• _About this task_
Reproduce all records word for word.

• _Stored data_
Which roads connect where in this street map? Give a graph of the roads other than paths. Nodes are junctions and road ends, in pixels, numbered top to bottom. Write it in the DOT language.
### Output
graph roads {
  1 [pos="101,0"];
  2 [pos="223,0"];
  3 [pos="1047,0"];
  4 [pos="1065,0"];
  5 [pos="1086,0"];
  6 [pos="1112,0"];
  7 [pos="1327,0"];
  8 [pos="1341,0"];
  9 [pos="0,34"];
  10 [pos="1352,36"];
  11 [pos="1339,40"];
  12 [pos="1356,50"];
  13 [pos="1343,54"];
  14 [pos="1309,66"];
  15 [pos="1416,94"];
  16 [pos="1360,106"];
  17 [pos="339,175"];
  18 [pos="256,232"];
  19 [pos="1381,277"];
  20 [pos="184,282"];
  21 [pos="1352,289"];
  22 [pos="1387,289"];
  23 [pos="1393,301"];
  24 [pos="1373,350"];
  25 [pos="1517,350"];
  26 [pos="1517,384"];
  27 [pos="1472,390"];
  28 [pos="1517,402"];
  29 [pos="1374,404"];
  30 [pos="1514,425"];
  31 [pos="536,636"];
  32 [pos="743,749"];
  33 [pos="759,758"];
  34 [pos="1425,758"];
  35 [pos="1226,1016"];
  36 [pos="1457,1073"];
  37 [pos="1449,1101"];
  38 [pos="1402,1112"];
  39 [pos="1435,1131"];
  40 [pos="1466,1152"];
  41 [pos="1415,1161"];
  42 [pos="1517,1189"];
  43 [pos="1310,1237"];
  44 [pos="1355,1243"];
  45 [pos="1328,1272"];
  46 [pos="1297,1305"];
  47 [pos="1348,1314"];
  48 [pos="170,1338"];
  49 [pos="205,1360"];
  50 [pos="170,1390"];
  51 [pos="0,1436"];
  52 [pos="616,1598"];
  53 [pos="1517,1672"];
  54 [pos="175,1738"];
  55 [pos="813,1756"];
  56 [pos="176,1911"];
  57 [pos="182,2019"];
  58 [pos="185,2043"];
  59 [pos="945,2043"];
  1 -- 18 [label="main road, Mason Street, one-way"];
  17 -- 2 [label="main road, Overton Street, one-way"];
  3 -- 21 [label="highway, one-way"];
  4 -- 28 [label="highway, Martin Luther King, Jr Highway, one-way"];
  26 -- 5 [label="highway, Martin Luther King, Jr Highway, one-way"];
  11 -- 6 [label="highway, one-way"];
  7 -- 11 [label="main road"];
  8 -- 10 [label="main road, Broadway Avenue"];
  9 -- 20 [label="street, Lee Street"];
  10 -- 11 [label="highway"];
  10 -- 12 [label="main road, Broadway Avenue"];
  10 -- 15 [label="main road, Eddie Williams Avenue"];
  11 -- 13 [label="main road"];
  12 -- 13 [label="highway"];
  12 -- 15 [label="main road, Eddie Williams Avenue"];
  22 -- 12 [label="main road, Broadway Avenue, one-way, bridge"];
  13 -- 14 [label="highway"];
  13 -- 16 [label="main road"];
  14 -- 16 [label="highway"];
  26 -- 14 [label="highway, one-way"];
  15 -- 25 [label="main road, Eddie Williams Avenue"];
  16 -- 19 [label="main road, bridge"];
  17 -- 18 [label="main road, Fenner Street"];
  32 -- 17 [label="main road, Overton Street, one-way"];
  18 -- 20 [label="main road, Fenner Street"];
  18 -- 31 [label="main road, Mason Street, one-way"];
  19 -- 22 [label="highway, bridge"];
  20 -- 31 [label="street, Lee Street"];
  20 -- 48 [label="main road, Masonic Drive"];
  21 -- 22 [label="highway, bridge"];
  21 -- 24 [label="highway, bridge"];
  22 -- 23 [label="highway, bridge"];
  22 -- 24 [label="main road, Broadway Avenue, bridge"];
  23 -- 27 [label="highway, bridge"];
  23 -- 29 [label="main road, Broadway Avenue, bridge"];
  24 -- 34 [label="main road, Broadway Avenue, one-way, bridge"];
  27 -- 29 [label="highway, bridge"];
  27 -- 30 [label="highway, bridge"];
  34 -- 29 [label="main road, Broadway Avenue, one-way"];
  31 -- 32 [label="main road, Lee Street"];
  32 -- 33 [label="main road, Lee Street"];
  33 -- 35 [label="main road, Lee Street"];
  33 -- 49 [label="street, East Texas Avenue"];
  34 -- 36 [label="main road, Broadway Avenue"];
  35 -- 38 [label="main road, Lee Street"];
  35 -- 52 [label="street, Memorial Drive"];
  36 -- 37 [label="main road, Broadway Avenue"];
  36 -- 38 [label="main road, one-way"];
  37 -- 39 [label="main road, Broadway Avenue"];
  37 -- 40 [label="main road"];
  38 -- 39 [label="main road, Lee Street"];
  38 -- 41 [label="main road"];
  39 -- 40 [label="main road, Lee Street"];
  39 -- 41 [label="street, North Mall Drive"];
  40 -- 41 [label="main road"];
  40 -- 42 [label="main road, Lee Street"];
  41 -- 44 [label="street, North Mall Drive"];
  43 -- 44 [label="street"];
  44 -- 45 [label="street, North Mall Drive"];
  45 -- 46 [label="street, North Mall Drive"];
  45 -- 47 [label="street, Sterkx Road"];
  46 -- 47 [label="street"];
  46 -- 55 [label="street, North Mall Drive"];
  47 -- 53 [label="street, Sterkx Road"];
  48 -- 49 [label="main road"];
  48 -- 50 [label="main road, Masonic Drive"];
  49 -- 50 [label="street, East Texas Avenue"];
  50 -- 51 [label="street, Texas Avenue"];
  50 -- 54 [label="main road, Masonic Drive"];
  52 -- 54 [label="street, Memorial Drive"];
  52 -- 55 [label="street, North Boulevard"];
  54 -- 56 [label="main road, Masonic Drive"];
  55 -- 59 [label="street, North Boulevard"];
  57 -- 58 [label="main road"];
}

• _Answer box_
Which roads connect where in this street map? Give a graph of the roads other than paths. Nodes are junctions and road ends, in pixels, numbered top to bottom. Write it in the DOT language.
### Output
graph roads {
  1 [pos="101,0"];
  2 [pos="223,0"];
  3 [pos="1047,0"];
  4 [pos="1065,0"];
  5 [pos="1086,0"];
  6 [pos="1112,0"];
  7 [pos="1327,0"];
  8 [pos="1341,0"];
  9 [pos="0,34"];
  10 [pos="1352,36"];
  11 [pos="1339,40"];
  12 [pos="1356,50"];
  13 [pos="1343,54"];
  14 [pos="1309,66"];
  15 [pos="1416,94"];
  16 [pos="1360,106"];
  17 [pos="339,175"];
  18 [pos="256,232"];
  19 [pos="1381,277"];
  20 [pos="184,282"];
  21 [pos="1352,289"];
  22 [pos="1387,289"];
  23 [pos="1393,301"];
  24 [pos="1373,350"];
  25 [pos="1517,350"];
  26 [pos="1517,384"];
  27 [pos="1472,390"];
  28 [pos="1517,402"];
  29 [pos="1374,404"];
  30 [pos="1514,425"];
  31 [pos="536,636"];
  32 [pos="743,749"];
  33 [pos="759,758"];
  34 [pos="1425,758"];
  35 [pos="1226,1016"];
  36 [pos="1457,1073"];
  37 [pos="1449,1101"];
  38 [pos="1402,1112"];
  39 [pos="1435,1131"];
  40 [pos="1466,1152"];
  41 [pos="1415,1161"];
  42 [pos="1517,1189"];
  43 [pos="1310,1237"];
  44 [pos="1355,1243"];
  45 [pos="1328,1272"];
  46 [pos="1297,1305"];
  47 [pos="1348,1314"];
  48 [pos="170,1338"];
  49 [pos="205,1360"];
  50 [pos="170,1390"];
  51 [pos="0,1436"];
  52 [pos="616,1598"];
  53 [pos="1517,1672"];
  54 [pos="175,1738"];
  55 [pos="813,1756"];
  56 [pos="176,1911"];
  57 [pos="182,2019"];
  58 [pos="185,2043"];
  59 [pos="945,2043"];
  1 -- 18 [label="main road, Mason Street, one-way"];
  17 -- 2 [label="main road, Overton Street, one-way"];
  3 -- 21 [label="highway, one-way"];
  4 -- 28 [label="highway, Martin Luther King, Jr Highway, one-way"];
  26 -- 5 [label="highway, Martin Luther King, Jr Highway, one-way"];
  11 -- 6 [label="highway, one-way"];
  7 -- 11 [label="main road"];
  8 -- 10 [label="main road, Broadway Avenue"];
  9 -- 20 [label="street, Lee Street"];
  10 -- 11 [label="highway"];
  10 -- 12 [label="main road, Broadway Avenue"];
  10 -- 15 [label="main road, Eddie Williams Avenue"];
  11 -- 13 [label="main road"];
  12 -- 13 [label="highway"];
  12 -- 15 [label="main road, Eddie Williams Avenue"];
  22 -- 12 [label="main road, Broadway Avenue, one-way, bridge"];
  13 -- 14 [label="highway"];
  13 -- 16 [label="main road"];
  14 -- 16 [label="highway"];
  26 -- 14 [label="highway, one-way"];
  15 -- 25 [label="main road, Eddie Williams Avenue"];
  16 -- 19 [label="main road, bridge"];
  17 -- 18 [label="main road, Fenner Street"];
  32 -- 17 [label="main road, Overton Street, one-way"];
  18 -- 20 [label="main road, Fenner Street"];
  18 -- 31 [label="main road, Mason Street, one-way"];
  19 -- 22 [label="highway, bridge"];
  20 -- 31 [label="street, Lee Street"];
  20 -- 48 [label="main road, Masonic Drive"];
  21 -- 22 [label="highway, bridge"];
  21 -- 24 [label="highway, bridge"];
  22 -- 23 [label="highway, bridge"];
  22 -- 24 [label="main road, Broadway Avenue, bridge"];
  23 -- 27 [label="highway, bridge"];
  23 -- 29 [label="main road, Broadway Avenue, bridge"];
  24 -- 34 [label="main road, Broadway Avenue, one-way, bridge"];
  27 -- 29 [label="highway, bridge"];
  27 -- 30 [label="highway, bridge"];
  34 -- 29 [label="main road, Broadway Avenue, one-way"];
  31 -- 32 [label="main road, Lee Street"];
  32 -- 33 [label="main road, Lee Street"];
  33 -- 35 [label="main road, Lee Street"];
  33 -- 49 [label="street, East Texas Avenue"];
  34 -- 36 [label="main road, Broadway Avenue"];
  35 -- 38 [label="main road, Lee Street"];
  35 -- 52 [label="street, Memorial Drive"];
  36 -- 37 [label="main road, Broadway Avenue"];
  36 -- 38 [label="main road, one-way"];
  37 -- 39 [label="main road, Broadway Avenue"];
  37 -- 40 [label="main road"];
  38 -- 39 [label="main road, Lee Street"];
  38 -- 41 [label="main road"];
  39 -- 40 [label="main road, Lee Street"];
  39 -- 41 [label="street, North Mall Drive"];
  40 -- 41 [label="main road"];
  40 -- 42 [label="main road, Lee Street"];
  41 -- 44 [label="street, North Mall Drive"];
  43 -- 44 [label="street"];
  44 -- 45 [label="street, North Mall Drive"];
  45 -- 46 [label="street, North Mall Drive"];
  45 -- 47 [label="street, Sterkx Road"];
  46 -- 47 [label="street"];
  46 -- 55 [label="street, North Mall Drive"];
  47 -- 53 [label="street, Sterkx Road"];
  48 -- 49 [label="main road"];
  48 -- 50 [label="main road, Masonic Drive"];
  49 -- 50 [label="street, East Texas Avenue"];
  50 -- 51 [label="street, Texas Avenue"];
  50 -- 54 [label="main road, Masonic Drive"];
  52 -- 54 [label="street, Memorial Drive"];
  52 -- 55 [label="street, North Boulevard"];
  54 -- 56 [label="main road, Masonic Drive"];
  55 -- 59 [label="street, North Boulevard"];
  57 -- 58 [label="main road"];
}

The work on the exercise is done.